さてさて、
3回目、「太陽光発電、不都合な事実」シリーズ。

前回は、
太陽光発電、不都合な事実「バイパスマジック」
をお届けしました。

3分割(バイパス)して、セルマジックを逃れる様にしてるんですが、こういう不都合な事実が、ありますよ。なんて事を書いておきました。

「3回目を書く」
つまりは、まだマジックが、ある訳です。

「ストリングマジック」
さてさて、もう一回この図を見てください。

ストリングとは、モジュールが直列に繋がったモノです。凡そのシステム(住宅用)だと、3枚から多くて8枚位の構成になっています。

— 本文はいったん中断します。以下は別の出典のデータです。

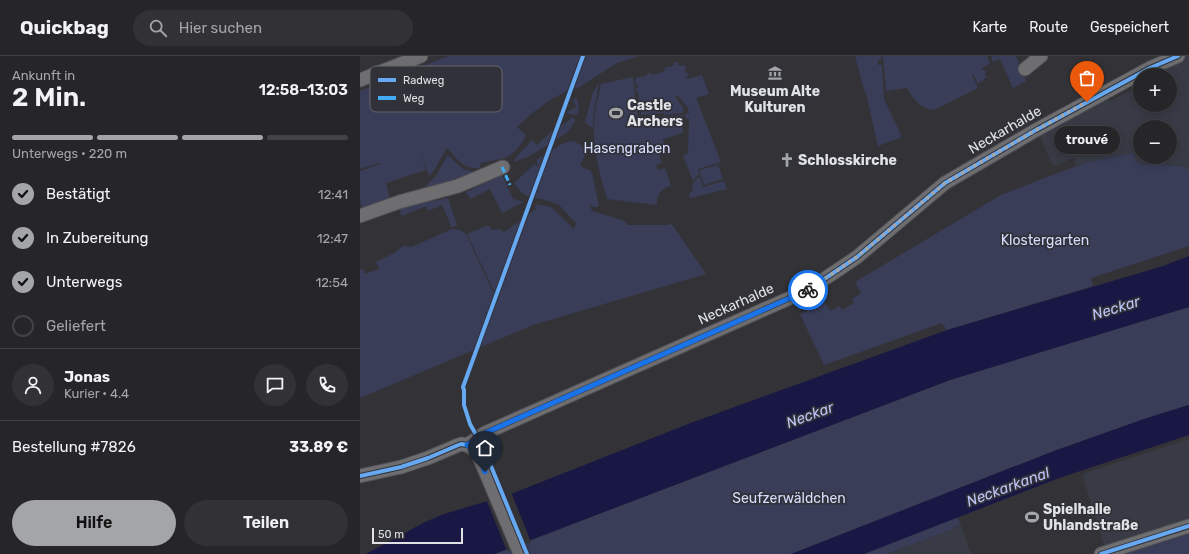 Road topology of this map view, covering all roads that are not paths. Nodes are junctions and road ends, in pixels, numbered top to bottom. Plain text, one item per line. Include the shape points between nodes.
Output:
1 (422, 56) edge
2 (1041, 56) edge
3 (1178, 56) edge
4 (396, 66) edge
5 (1025, 69) dead end
6 (370, 76) edge
7 (360, 80) edge
8 (503, 167) dead end
9 (360, 216) edge
10 (472, 449) junction
11 (360, 476) edge
12 (1189, 526) edge
13 (520, 554) edge
14 (1101, 554) edge

1 - 4 street
2 - 5 street
3 - 10 street, Neckarhalde via 1150,68 1036,130 945,183 857,257 808,290 485,433
6 - 7 street
8 - 9 street via 458,186
10 - 11 street, Neckarhalde via 461,444 401,467
10 - 13 street
12 - 14 street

前回2回で、コレコレこう言う発電ロスの素があるんですよとお伝えしました。
モジュールに葉っぱや雪が乗ると、セル単位でもモジュール単位でも発電ロスを起こして、定格では発電しませんよ。と断言しました(笑)

さて、4枚で構成されている下記のパネル、
色々な影響により、各々の発電出力が異なっています(と考えて下さい)。
この構成での出力はどうなるでしょう?

230+300+180+250=960Wな、訳がありません。
不都合な事実ですから(笑)、
180W✕4枚=720Wです

相当下がりますよね。
つまり、前回、縦置き設置をして、下部に雪が積もってしまい、0Wの発電になっているパネルが、この中にあるとですよ、、5枚繋げようが、6枚繋げようが、その繋げたストリングは合計0Wです。
要因は直列接続をするからなんです。
(じゃー全部並列にすればいいんですけどね、恐ろしくコストがかかります)

怖いでしょ?

既設工事済みの方、どう繋げられたか?ご存知ですか?(^^)
どうしても、全体枚数の都合で、繋ぎがおかしくなるケースもありますが、普通は、ロスになる様なストリング構成にしません。(知見のある設置業者さんはしません)
出来るだけ、悪いモノ同士をかつ少ない枚数のストリング構成にして接続します。

ついでに書いちゃいますが

このストリング構成を何セットか作って、いわゆる「パワコン」に接続します
(パワコンってのは、簡単に言うと、家で使う電力に変換したり、売電する機械です)

さて、さて、このパワコン

実は2種類ありまして、、
集中型ってのと、・マルチストリング型ってのがあります。

どっち選ぶといいか?と言うとですね

マルチストリングです。

集中型ってのは、各ストリングの枚数を同じにしないとNGです
マルチストリング型は、ある程度ですが、枚数を変えて接続してもOKです。
この枚数を変えて接続していい!って処は、全体枚数(まぁー予算と公称総発電量に左右される)とか、総枚数が奇数だから、マルチストリング型を使う。
これ、プロの人でも言う人います。
もちろん、それもありますが、明らかに発電効率の悪いパネルを良好なストリングに入れない
実はここだったりします。

これ、まともに説明出来る人、残念ながら、ほとんどいません。
なぜそうするのか?がお客先伝わって無い(伝えられない)ので、クレームが起きた時の答えが、
「そんなもんですよ」になる訳です。

事実は違う。。

と、言うことで、太陽光発電、不都合な事実シリーズは終了です。